▶ **Exercise aim**:
As the answer, give a copy of each line below that includes the word "Óscar".

• • • •

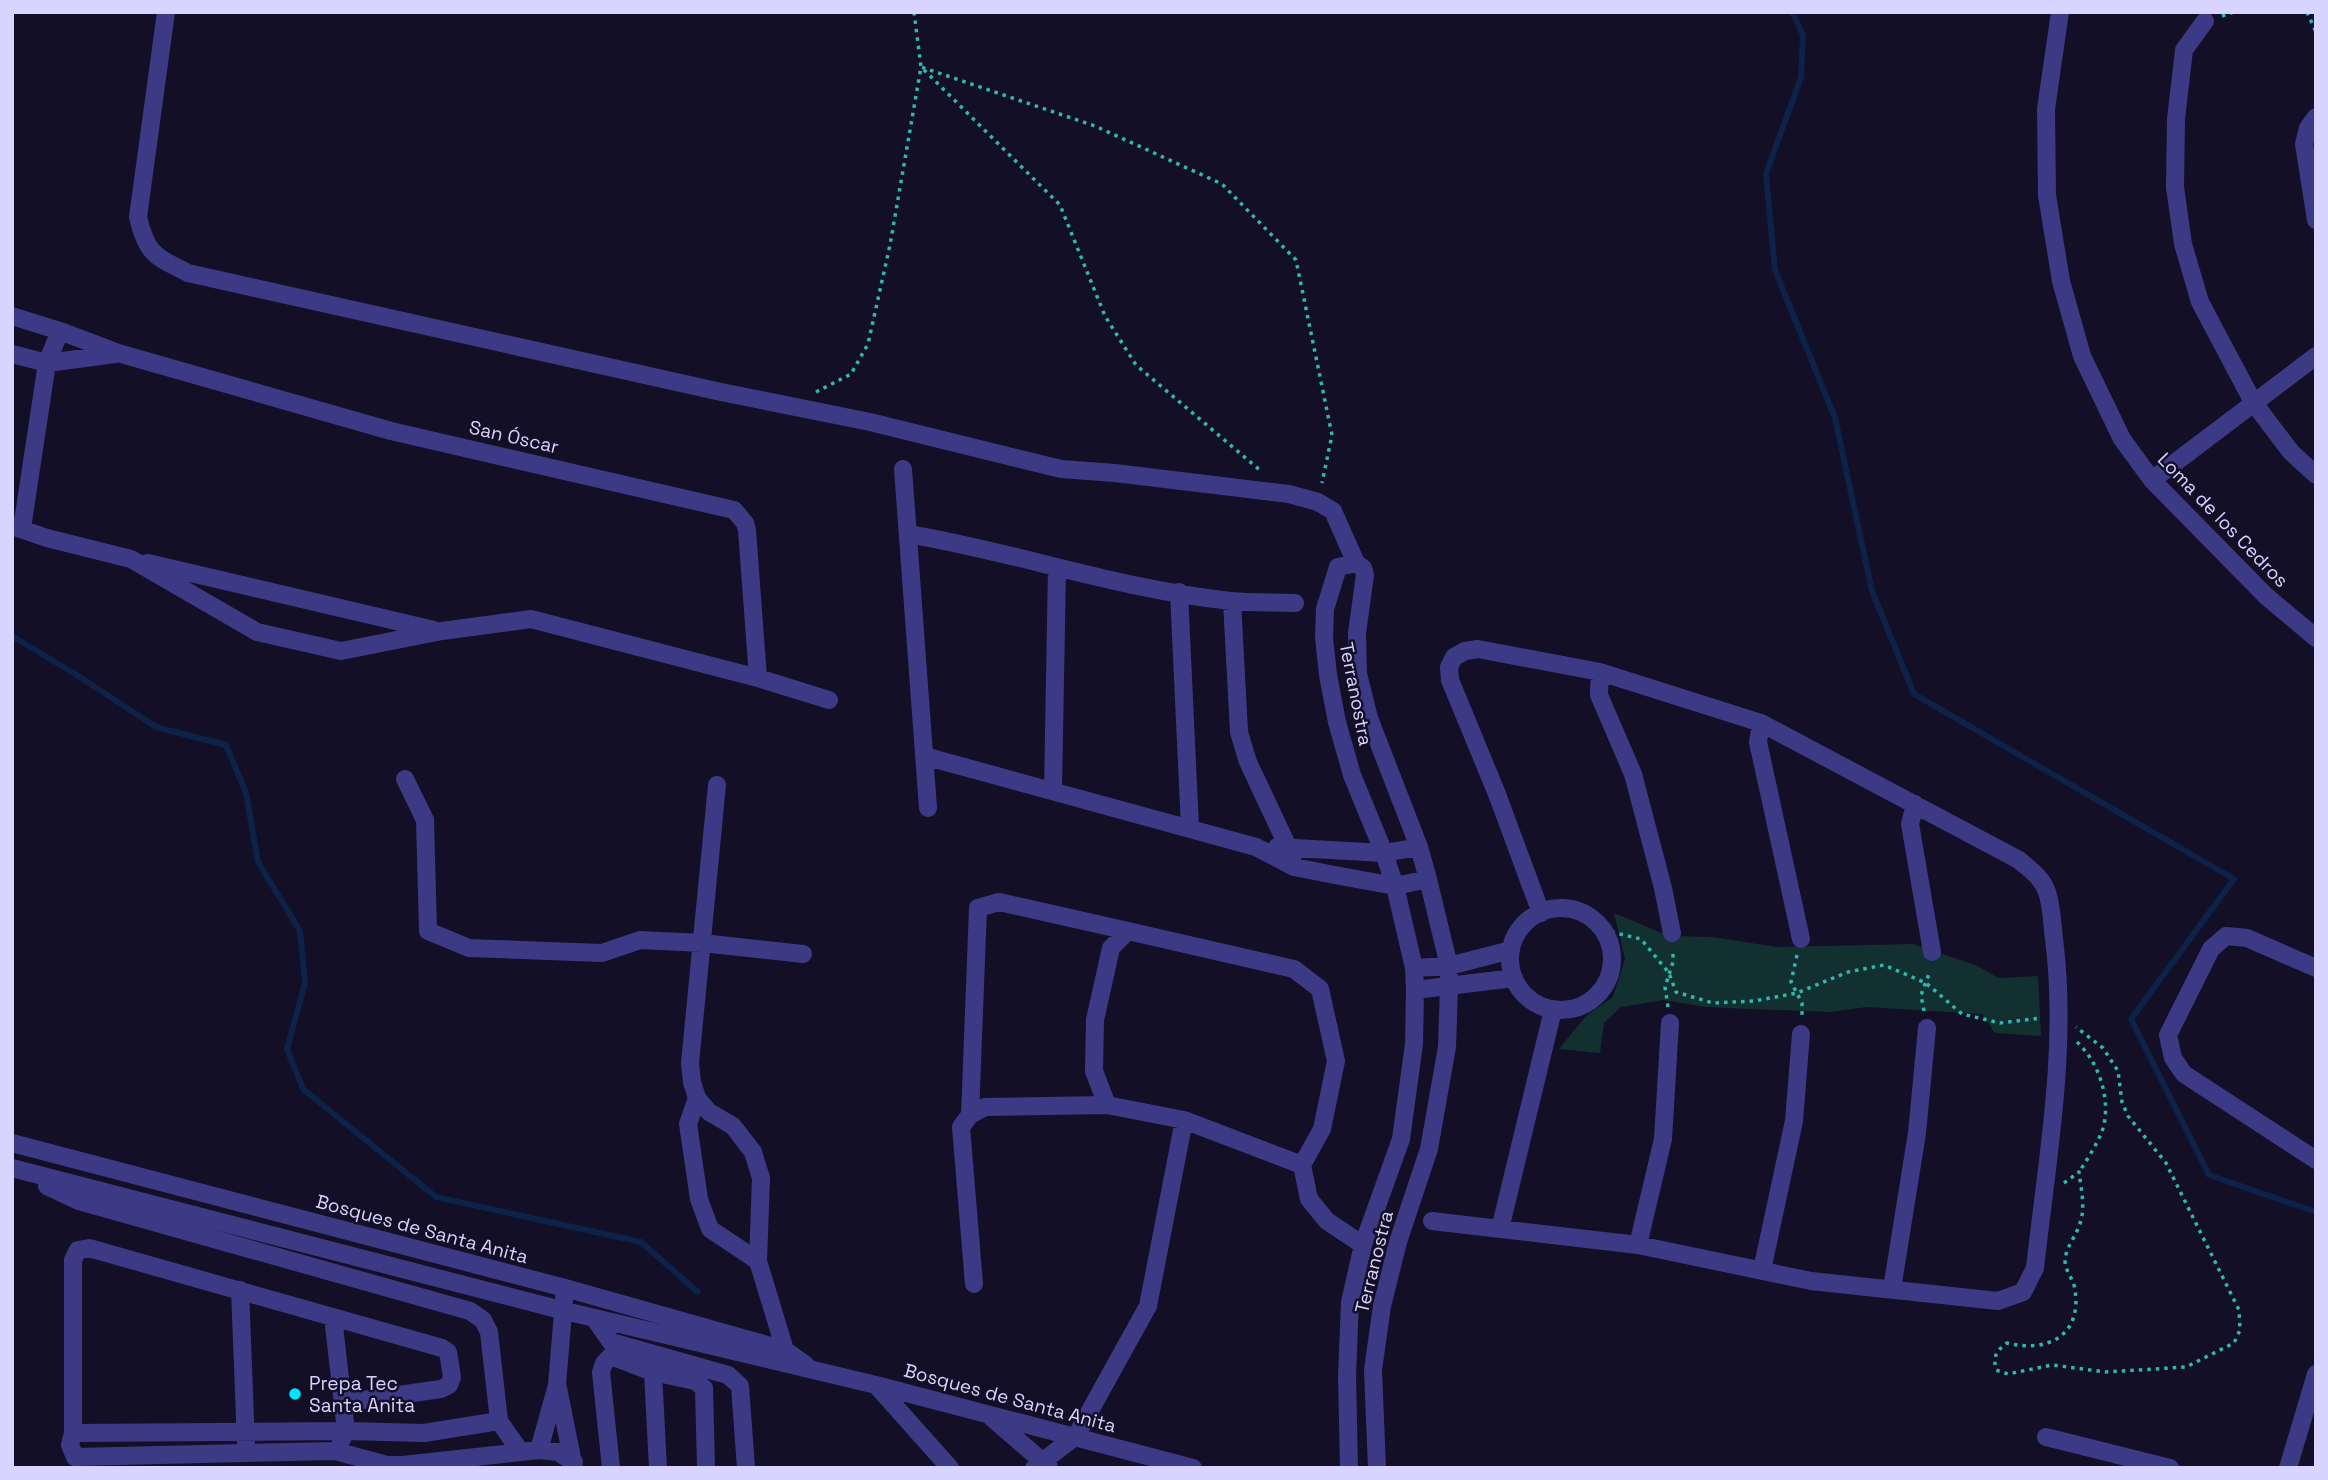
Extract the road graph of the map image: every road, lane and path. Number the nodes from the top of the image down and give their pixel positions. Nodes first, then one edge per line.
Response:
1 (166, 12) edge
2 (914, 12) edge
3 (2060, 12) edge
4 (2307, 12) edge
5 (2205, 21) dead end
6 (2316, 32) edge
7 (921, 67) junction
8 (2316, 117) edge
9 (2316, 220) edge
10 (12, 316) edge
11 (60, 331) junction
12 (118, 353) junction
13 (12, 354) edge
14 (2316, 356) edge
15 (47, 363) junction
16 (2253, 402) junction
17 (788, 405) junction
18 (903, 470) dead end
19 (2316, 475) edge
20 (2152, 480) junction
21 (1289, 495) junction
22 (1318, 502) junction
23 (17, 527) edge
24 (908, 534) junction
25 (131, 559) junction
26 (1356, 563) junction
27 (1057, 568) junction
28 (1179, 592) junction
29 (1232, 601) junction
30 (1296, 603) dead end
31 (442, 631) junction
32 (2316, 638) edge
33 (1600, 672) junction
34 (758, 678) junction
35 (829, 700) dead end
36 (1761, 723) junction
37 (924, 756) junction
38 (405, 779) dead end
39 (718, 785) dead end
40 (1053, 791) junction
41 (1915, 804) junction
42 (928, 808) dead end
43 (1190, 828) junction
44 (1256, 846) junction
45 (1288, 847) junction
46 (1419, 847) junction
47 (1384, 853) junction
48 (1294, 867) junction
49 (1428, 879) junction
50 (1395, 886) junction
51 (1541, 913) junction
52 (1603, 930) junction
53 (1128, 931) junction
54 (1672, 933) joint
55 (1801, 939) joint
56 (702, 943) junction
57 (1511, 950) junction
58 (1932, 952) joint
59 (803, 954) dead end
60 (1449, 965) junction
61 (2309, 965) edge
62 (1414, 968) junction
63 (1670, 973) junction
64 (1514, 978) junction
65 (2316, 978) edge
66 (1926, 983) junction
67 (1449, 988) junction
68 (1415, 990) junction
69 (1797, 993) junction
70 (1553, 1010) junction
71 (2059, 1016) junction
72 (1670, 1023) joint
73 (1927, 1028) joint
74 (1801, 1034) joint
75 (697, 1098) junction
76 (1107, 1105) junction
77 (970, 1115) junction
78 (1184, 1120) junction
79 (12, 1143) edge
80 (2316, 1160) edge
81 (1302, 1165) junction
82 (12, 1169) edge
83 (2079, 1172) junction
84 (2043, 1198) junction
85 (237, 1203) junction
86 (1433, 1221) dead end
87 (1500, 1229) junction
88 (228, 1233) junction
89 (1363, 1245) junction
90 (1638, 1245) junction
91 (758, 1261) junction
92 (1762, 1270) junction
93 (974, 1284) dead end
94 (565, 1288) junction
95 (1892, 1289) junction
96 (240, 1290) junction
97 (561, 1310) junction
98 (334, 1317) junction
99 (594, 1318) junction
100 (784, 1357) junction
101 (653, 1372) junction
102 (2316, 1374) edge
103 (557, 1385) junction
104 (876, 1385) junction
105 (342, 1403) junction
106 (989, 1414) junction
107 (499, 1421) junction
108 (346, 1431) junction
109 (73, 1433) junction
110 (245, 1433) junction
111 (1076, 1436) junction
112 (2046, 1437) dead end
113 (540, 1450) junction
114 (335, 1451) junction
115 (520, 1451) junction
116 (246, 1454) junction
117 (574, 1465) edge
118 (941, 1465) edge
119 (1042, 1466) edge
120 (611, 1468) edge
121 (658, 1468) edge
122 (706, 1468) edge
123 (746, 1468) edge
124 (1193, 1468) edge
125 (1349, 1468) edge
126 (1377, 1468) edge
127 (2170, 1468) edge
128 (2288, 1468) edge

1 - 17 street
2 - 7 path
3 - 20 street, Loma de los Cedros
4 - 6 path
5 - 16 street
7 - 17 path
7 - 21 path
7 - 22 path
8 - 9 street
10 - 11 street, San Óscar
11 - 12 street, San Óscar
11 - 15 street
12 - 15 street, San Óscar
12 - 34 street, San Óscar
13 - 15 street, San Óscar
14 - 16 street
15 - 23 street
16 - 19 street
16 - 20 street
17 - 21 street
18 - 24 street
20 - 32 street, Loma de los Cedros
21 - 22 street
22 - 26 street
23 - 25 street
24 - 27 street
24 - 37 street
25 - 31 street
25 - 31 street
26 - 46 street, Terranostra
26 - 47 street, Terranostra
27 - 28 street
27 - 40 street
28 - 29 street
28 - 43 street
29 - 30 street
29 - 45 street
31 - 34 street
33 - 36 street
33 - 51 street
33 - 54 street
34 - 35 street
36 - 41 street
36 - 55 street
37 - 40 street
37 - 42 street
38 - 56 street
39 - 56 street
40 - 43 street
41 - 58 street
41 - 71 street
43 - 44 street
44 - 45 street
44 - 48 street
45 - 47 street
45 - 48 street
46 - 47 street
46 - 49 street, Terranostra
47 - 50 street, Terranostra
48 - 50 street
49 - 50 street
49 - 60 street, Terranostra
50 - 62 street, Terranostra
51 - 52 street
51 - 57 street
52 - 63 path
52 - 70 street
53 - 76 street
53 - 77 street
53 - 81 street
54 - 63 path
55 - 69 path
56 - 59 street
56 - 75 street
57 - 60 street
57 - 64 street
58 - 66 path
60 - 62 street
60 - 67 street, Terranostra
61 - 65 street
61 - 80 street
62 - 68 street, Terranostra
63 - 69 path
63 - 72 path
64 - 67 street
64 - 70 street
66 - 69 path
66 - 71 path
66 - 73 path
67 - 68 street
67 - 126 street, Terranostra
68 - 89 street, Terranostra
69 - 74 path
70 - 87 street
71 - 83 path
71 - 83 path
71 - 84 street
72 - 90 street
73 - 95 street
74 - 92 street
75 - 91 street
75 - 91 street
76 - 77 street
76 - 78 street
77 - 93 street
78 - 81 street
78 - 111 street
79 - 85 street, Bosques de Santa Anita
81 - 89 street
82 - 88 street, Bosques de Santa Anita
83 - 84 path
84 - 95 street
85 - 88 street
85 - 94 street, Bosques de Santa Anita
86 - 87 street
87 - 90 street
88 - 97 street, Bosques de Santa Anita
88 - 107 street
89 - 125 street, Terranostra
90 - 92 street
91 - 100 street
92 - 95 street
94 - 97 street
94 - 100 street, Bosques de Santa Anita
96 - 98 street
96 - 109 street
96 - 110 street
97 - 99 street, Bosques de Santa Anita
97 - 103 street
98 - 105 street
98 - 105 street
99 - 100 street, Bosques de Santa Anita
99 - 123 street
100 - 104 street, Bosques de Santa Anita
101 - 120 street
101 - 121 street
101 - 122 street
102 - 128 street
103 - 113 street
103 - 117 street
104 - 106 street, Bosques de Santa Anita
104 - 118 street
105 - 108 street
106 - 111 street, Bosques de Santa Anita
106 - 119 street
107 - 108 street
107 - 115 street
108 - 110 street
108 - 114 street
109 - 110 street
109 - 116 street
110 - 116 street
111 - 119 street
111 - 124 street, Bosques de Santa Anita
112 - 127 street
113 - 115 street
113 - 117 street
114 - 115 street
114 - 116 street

• • • •

▶ **Written solution**:
10 - 11 street, San Óscar
11 - 12 street, San Óscar
12 - 15 street, San Óscar
12 - 34 street, San Óscar
13 - 15 street, San Óscar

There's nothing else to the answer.